» REQUIRED WORK
Set down the records exactly, and omit any image found in them.
▬▬▬▬▬▬
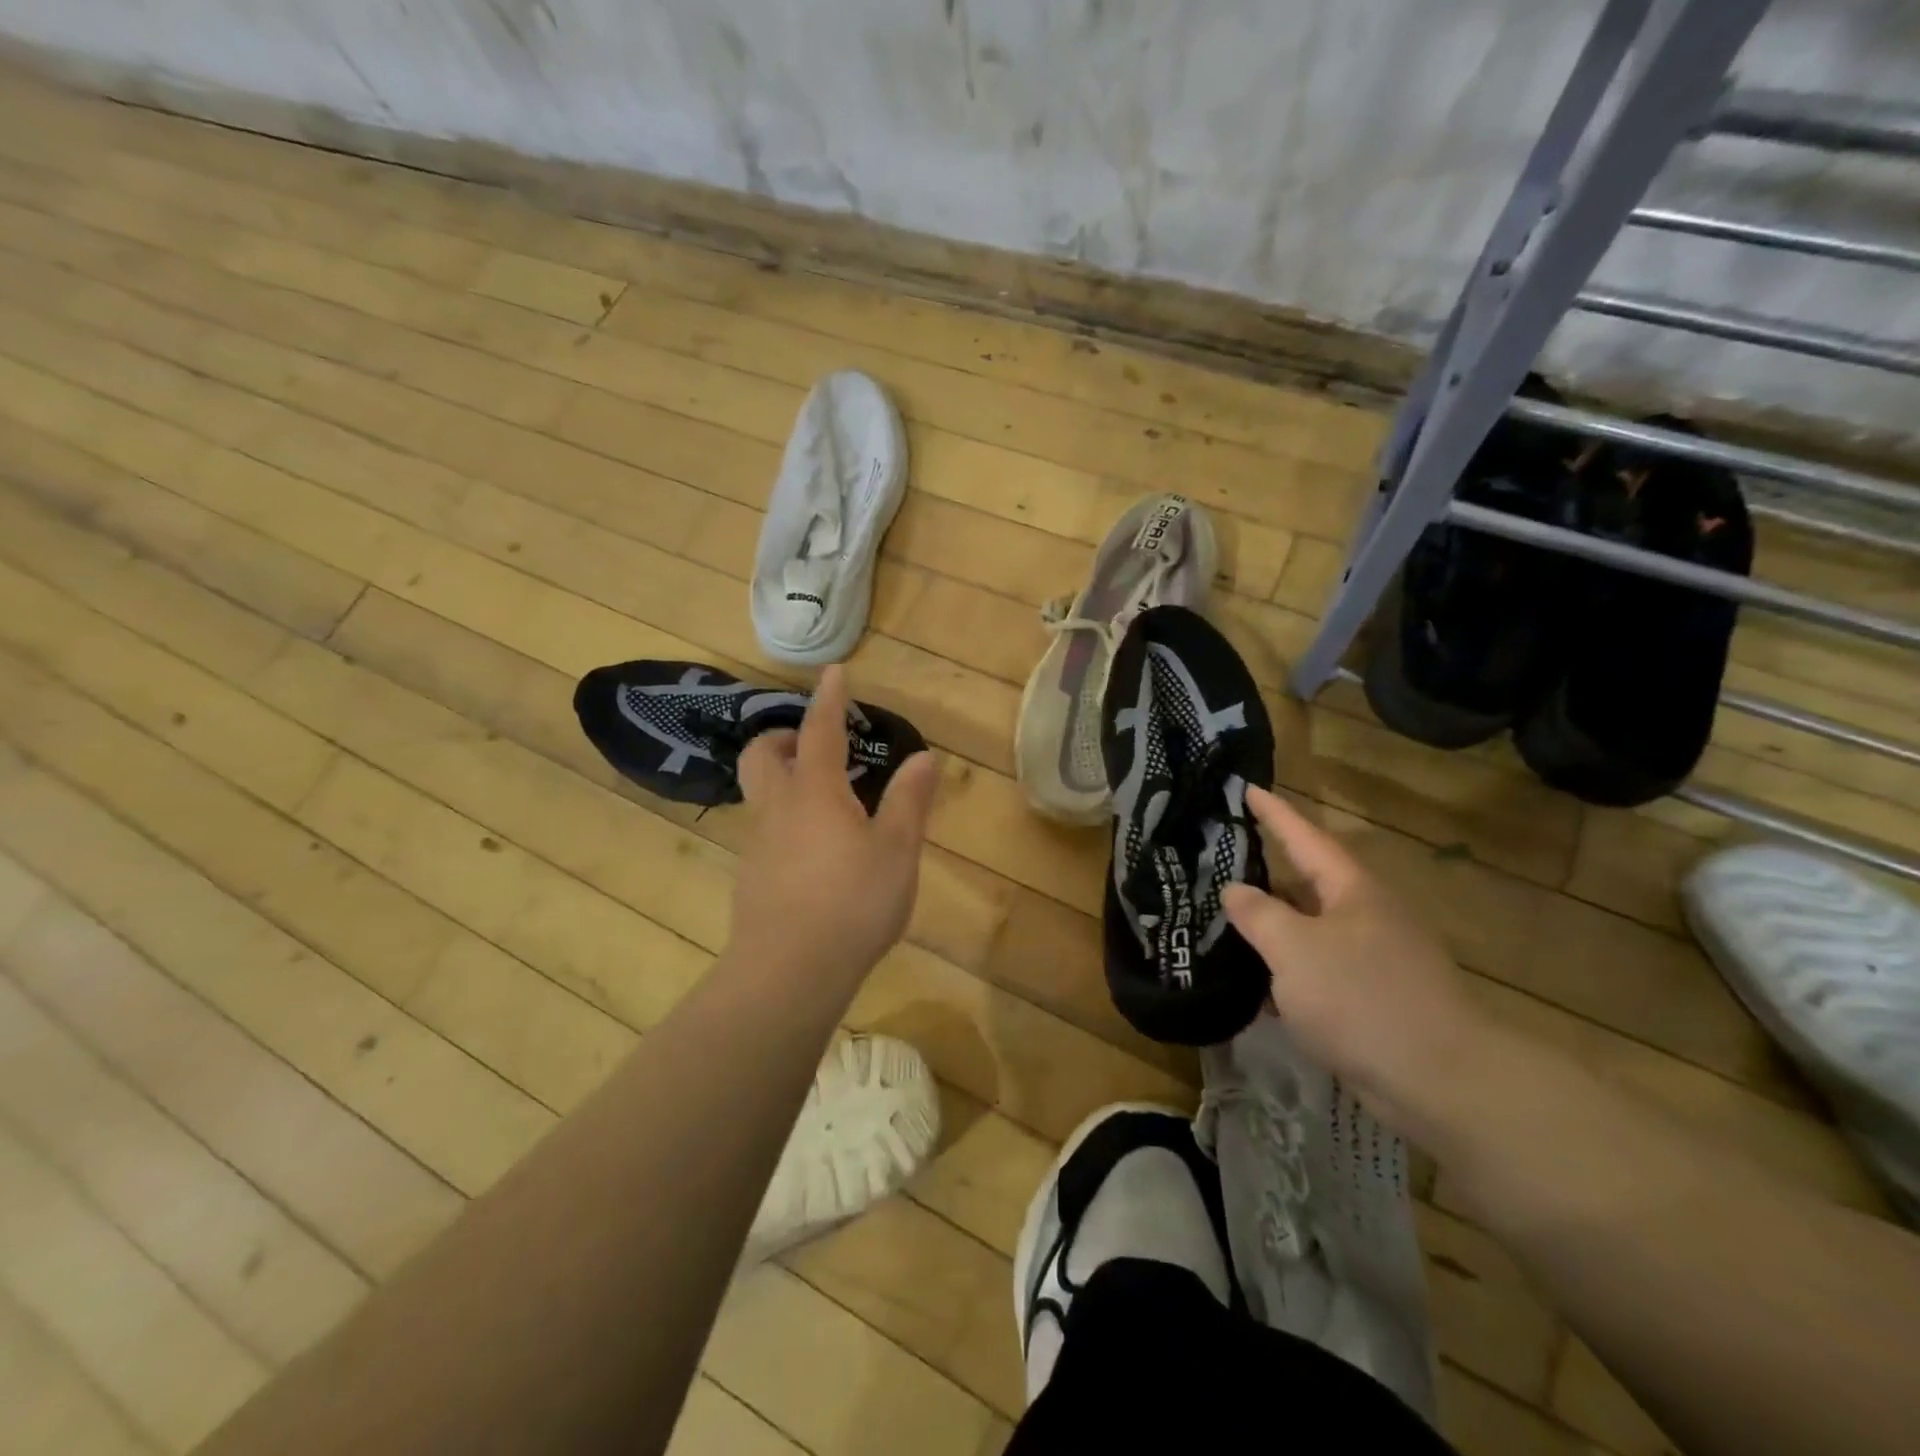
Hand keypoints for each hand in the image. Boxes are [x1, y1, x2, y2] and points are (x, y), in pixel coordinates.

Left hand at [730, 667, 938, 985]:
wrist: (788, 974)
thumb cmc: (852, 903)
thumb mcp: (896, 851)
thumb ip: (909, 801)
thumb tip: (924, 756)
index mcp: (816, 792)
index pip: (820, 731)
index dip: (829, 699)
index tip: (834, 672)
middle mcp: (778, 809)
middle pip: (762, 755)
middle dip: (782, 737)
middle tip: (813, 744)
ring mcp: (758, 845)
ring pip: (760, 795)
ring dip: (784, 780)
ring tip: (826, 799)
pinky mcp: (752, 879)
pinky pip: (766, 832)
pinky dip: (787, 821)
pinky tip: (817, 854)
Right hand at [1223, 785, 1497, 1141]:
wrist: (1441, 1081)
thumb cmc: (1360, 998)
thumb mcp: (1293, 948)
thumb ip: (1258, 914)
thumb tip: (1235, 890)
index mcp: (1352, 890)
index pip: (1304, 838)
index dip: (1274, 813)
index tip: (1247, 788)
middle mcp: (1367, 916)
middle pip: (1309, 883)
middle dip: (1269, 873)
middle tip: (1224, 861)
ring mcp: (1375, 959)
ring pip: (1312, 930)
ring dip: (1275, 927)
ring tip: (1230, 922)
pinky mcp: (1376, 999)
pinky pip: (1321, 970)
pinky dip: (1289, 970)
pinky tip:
▬▬▬▬▬▬
» EXPECTED ANSWER
Hand keypoints for each hand in the image. Boxes are [x1, y1, x2, y2] and points are (x, y), in pixel coordinates.

Left hand at [730, 667, 938, 985]:
wrist: (788, 974)
thumb cmc: (852, 903)
thumb mcp: (896, 851)
thumb ip: (909, 801)
thumb tip: (924, 756)
index mcp: (816, 792)
index pip: (820, 731)
index dip: (829, 699)
index tip: (834, 672)
middle mcp: (778, 809)
middle pip: (762, 755)
middle dip: (782, 737)
middle tip: (813, 744)
ring mcp: (758, 845)
ring pip: (760, 795)
ring dip: (784, 780)
ring tip: (826, 799)
pinky mcp: (752, 879)
pinky pip: (766, 832)
pinky dip: (787, 821)
pinky tip: (817, 854)
Right hand at [1223, 785, 1497, 1141]:
wrist: (1441, 1081)
thumb cmc: (1360, 998)
thumb mcp: (1293, 948)
thumb ip: (1258, 914)
thumb tip: (1235, 890)
index mcp: (1352, 890)
index pip: (1304, 838)
index dip: (1274, 813)
index tip: (1247, 788)
middle mcp: (1367, 916)
middle pip: (1309, 883)
middle dip: (1269, 873)
middle tip: (1224, 861)
ring mcp: (1375, 959)
ring pip: (1312, 930)
ring dip: (1275, 927)
ring tip: (1230, 922)
pinky mcp: (1376, 999)
pinky pip: (1321, 970)
pinky dip: (1289, 970)
pinky tip:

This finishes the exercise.